I dont know Joalexa. Im at my wits end. He is supposed to be one of the best in my area and comes highly recommended. He does seem to be knowledgeable about chiari, but I think he feels that he's done all that he can do for me. Its very frustrating! I havent seen him in about two months so we will see how this appt goes. I have a list of meds that Ive tried and symptoms that I am expericing.Hopefully we can come to some kind of treatment agreement. I go see him on Thursday. I will keep you posted. Thanks for your responses.

my NS said the same thing to me when my symptoms have only gotten worse. I actually started to see a Neurologist because it seemed like the NS couldnt do anything else for us. I would look into seeing doctors for the problems your having now, instead of continuing to see the same doctor who said your "cured"
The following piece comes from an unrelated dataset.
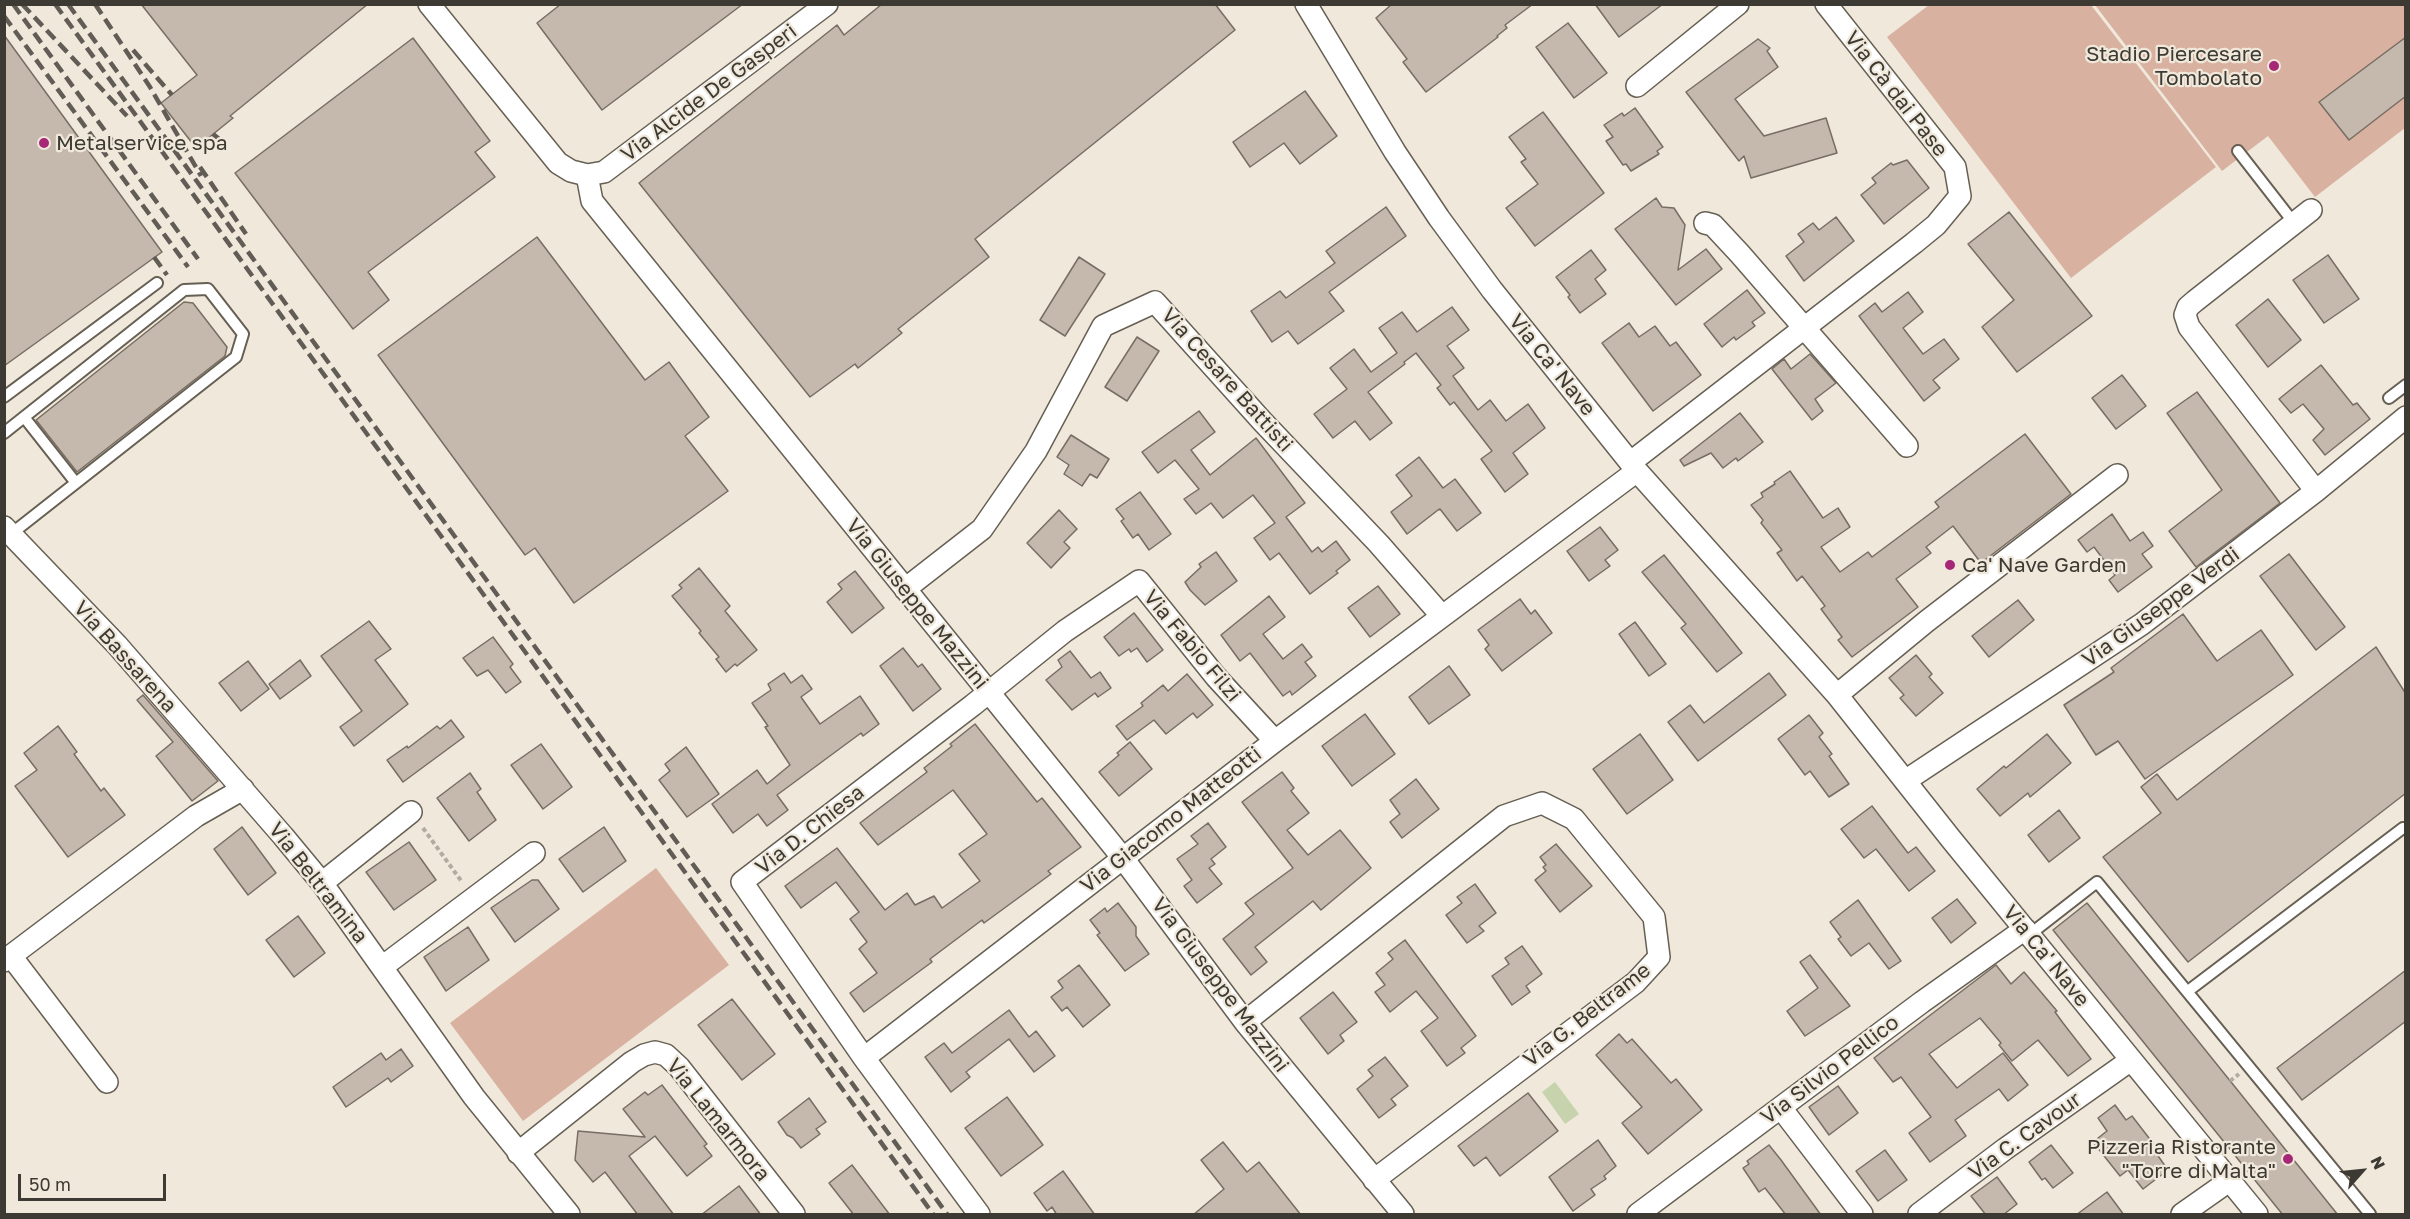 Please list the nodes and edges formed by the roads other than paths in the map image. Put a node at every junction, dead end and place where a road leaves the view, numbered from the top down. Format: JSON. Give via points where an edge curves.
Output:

Have you ever tried a natural diuretic that will work somewhat like diamox? I ask because dandelion root extract can work well to reduce excess spinal fluid. It comes in pill form and tea to brew. Just a thought and arnica gel, cream, and pills are a life saver for neck pain.

Hello, sorry to hear what you are going through, but I seem to be going through the same thing. I am 5 months post op now and I have terrible headaches, nausea and ear pain along with severe neck pain. The surgeon is saying the same thing that I should be healed and the headaches are coming from something else. They think I have trigeminal neuralgia causing my headaches. But I don't know what to think but I feel like I'm going to go crazy with all this pain. My question to you was do you do anything special when you sleep for your neck? I have tried all kinds of pillows and nothing helps, I wake up with such horrible neck pain. I usually use heat in the morning, but lately it seems like nothing helps.
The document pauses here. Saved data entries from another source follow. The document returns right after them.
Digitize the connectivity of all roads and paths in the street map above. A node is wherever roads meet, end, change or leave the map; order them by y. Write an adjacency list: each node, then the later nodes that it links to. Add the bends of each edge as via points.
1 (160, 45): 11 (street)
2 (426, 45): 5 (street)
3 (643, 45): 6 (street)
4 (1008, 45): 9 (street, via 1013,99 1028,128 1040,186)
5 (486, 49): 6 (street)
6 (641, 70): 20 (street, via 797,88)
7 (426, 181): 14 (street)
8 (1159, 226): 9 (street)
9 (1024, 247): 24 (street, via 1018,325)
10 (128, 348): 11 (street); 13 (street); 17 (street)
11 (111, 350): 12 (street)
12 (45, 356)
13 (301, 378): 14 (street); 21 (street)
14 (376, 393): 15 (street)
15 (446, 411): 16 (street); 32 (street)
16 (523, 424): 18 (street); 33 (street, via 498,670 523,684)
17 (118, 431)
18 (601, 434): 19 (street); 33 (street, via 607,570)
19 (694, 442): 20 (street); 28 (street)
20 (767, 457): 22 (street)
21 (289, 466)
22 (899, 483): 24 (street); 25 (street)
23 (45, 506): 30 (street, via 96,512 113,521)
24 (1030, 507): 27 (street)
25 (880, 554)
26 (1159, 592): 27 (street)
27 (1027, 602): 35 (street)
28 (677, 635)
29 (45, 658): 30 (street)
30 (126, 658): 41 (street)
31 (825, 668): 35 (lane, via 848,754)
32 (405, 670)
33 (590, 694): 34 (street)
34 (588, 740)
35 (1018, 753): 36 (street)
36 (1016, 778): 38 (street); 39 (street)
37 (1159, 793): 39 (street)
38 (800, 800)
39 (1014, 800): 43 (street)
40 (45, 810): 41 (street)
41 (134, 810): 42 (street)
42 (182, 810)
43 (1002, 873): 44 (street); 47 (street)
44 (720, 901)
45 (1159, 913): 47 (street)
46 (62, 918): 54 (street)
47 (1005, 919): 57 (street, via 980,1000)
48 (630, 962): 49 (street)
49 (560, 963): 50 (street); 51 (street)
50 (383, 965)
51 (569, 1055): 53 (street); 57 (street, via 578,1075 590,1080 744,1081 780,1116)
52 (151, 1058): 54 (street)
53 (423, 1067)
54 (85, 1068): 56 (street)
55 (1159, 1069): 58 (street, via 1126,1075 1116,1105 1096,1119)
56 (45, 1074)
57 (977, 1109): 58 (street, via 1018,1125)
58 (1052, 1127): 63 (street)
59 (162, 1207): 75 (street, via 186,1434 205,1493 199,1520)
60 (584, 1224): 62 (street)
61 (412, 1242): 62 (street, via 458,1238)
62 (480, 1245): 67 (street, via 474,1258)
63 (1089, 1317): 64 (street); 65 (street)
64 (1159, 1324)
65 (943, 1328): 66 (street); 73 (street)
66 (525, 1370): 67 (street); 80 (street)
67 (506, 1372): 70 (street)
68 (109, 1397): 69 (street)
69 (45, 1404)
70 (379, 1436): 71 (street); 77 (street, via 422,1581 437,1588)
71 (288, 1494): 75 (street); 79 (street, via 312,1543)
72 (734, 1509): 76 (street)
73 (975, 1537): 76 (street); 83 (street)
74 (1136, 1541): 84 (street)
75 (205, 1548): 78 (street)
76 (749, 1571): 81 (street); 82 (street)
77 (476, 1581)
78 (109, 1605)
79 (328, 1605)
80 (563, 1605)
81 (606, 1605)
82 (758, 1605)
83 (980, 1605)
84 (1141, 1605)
Elsie Nash, I am also seeing a neurologist but he is useless. He just wants to keep prescribing me meds that dont help at all. And everytime I tell him that one med doesnt work, his response is "Well try this one." My PCP keeps telling me I need to go back to the NS and keep going back until I feel that he has completed my treatment. Im clueless as to what to do. Hopefully I will get some answers tomorrow at my appt.
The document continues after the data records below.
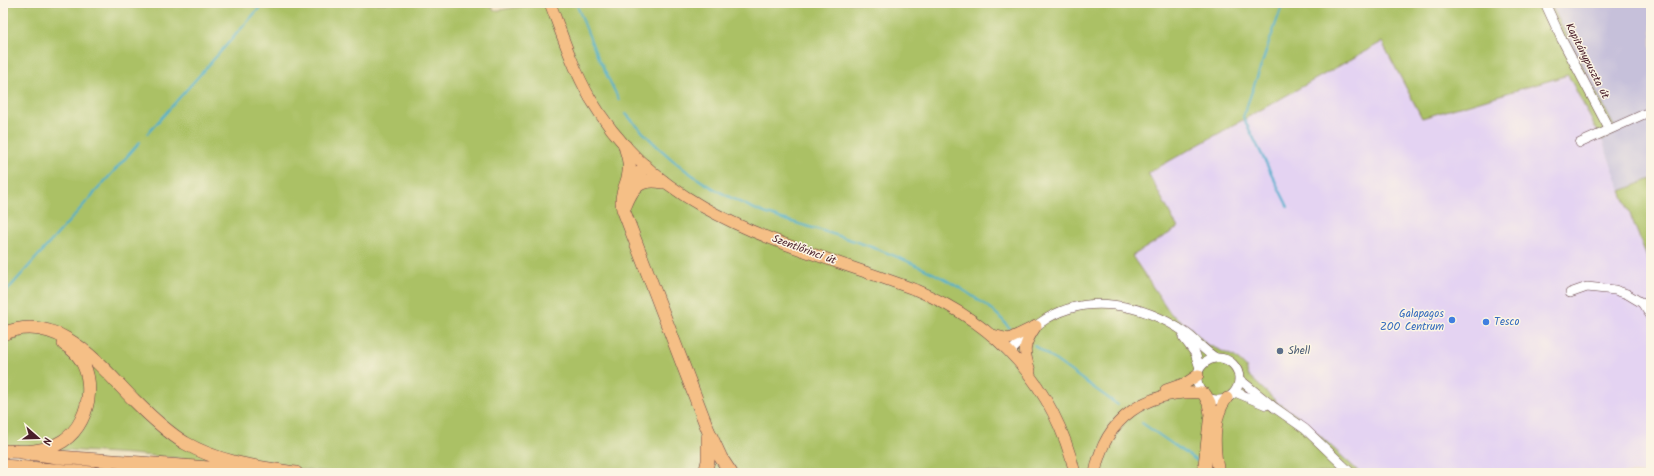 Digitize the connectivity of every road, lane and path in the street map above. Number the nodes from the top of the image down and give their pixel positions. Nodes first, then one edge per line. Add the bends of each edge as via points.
1 (550, 3) edge
2 (1545, 3) edge
3 (1651, 111) edge
4 (1609, 129) junction
5 (1580, 143) dead end
6 (625, 146) junction
7 (645, 166) junction
8 (629, 176) junction
9 (663, 182) junction
10 (623, 209) junction
11 (1570, 293) dead end
12 (1651, 316) edge
13 (1036, 326) junction
14 (1178, 329) junction
15 (3, 334) edge
16 (990, 334) junction
17 (3, 343) edge
18 (1010, 352) junction
19 (1216, 358) junction
20 (1199, 371) junction
21 (1031, 376) junction
22 (1239, 379) junction
23 (1204, 394) junction
24 (1231, 395) junction
25 (1153, 399) junction
26 (1274, 408) junction
27 (708, 430) junction
28 (8, 451) edge
29 (3, 466) edge
30 (93, 473) edge
31 (273, 473) edge
32 (296, 473) edge
33 (705, 473) edge
34 (731, 473) edge
35 (1075, 473) edge
36 (1094, 473) edge
37 (1204, 473) edge
38 (1218, 473) edge
39 (1351, 473) edge

1 - 6 main road, Szentlőrinci út via 583,84 596,108
2 - 4 street, Kapitánypuszta út
3 - 4 street
4 - 5 street
6 - 7 main road, Szentlőrinci út
6 - 8 highway via 630,167
7 - 8 highway
7 - 9 main road, Szentlőrinci út
7 - 10 highway via 629,188
8 - 10 highway via 622,196
9 - 10 highway via 651,181 639,185 630,193
9 - 16 main road, Szentlőrinci út via 701,207 749,231 930,296 956,309
10 - 27 highway
11 - 12 street via 1587,288 1615,290 1642,303
13 - 14 street via 1070,309 1106,304 1128,306 1147,312
13 - 16 main road via 1009,339
13 - 18 street
13 - 21 main road via 1024,348
14 - 19 street
14 - 20 street via 1192,349
15 - 32 highway via 35,329 68,339 88,353 157,422 186,443 230,462
16 - 18 main road, Szentlőrinci út
17 - 28 highway via 22,335 32,334 67,346 77,356 86,372 89,391 86,410 80,423 64,441 35,452
18 - 21 main road, Szentlőrinci út
19 - 20 street via 1206,362
19 - 22 street via 1231,362 1238,371
20 - 23 street via 1198,384
20 - 25 main road via 1186,383 1160,392
21 - 35 main road, Szentlőrinci út via 1059,426
22 - 24 street
22 - 26 street
23 - 24 street via 1216,400
23 - 25 main road via 1179,393
23 - 37 highway via 1211,414
24 - 26 street
24 - 38 main road via 1220,410 1217,425
25 - 36 main road via 1134,409 1116,425 1101,449
26 - 39 street via 1305,429
27 - 33 highway via 709,450
27 - 34 highway
28 - 31 highway
29 - 30 highway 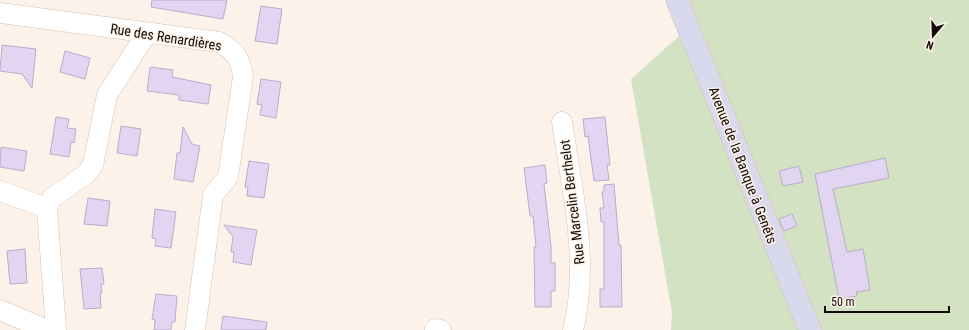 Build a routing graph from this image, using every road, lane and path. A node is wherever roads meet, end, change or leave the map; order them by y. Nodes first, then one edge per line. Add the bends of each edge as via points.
1 (677, 0) edge
2 (0, 13) edge
3 (147, 33) junction
4 (562, 122) dead end
5 (0, 191) edge
6 (47, 208) junction
7 (0, 310) edge
8 (47, 330) edge
9 (56, 330) edge
10 (195, 330) edge
11 (573, 330) edge
12 (810, 330) edge

1 - 12 main road, Avenue de la Banque à Genêts
2 - 3 street, Rue des Renardières
3 - 6 street via 107,95 93,164 86,174 52,198
3 - 10 street, Rue des Renardières via 219,42 230,47 242,65 243,77 228,177 213,195
4 - 11 street, Rue Marcelin Berthelot via 580,263 579,293
5 - 6 street
6 - 9 street
7 - 8 street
Jarow, Ive never heard of dandlion root extract. Can I get it at a common pharmacy store or will I need to go to a specialty or whole foods store? Someone else also mentioned the Arnica gel so I will definitely look into that.

I will keep you guys posted as to what the NS says at my appt tomorrow.

I’m about 120-125 lbs and 5’5". Probably weigh less now since I’ve been back on the diamox. It makes me not want to eat. I was on it before surgery and lost about 11 pounds in 3 months. Since I’ve been back on it I can’t tell I’m losing weight again by how my clothes fit. I don’t want to lose it but its a side effect of the meds. So that’s prob why my NL thinks its a bit high. I’ll see what the NS has to say tomorrow.

Well, good day at the NS. He really listened to me and I feel he is trying to help me :). I have another LPscheduled:( for next week and another appt with my NS a couple of days afterwards. He did discuss with me the possiblity of having to install a shunt. Im not crazy about the idea at all, but I need some relief for these horrible headaches. I just have to make it a week and we will see what plan of action we have to take. Unfortunately, all plans of actions include another stay in the hospital. Not looking forward to that but am looking forward to moving towards less pain. I will keep you guys updated on what goes on. Thanks for being my sounding board!!

I am 9 weeks post Chiari decompression, and cervical fixation......I have had a headache since surgery, but it was doable, and responsive to Motrin and rest. But for 5 days now, I have had a screamer....and it is behind my eyes, and across my forehead and nose, just like the 10 month headache I had before surgery.

My doctor says it is too soon to panic, and that if I still have it in a week, we'll do an MRI.

It is very discouraging.

hilarymck, so sorry for your pain. I KNOW what you are going through. Keep calling him and updating him and even go to your PCP for help, I did. I can only hope we get some type of relief in the near future.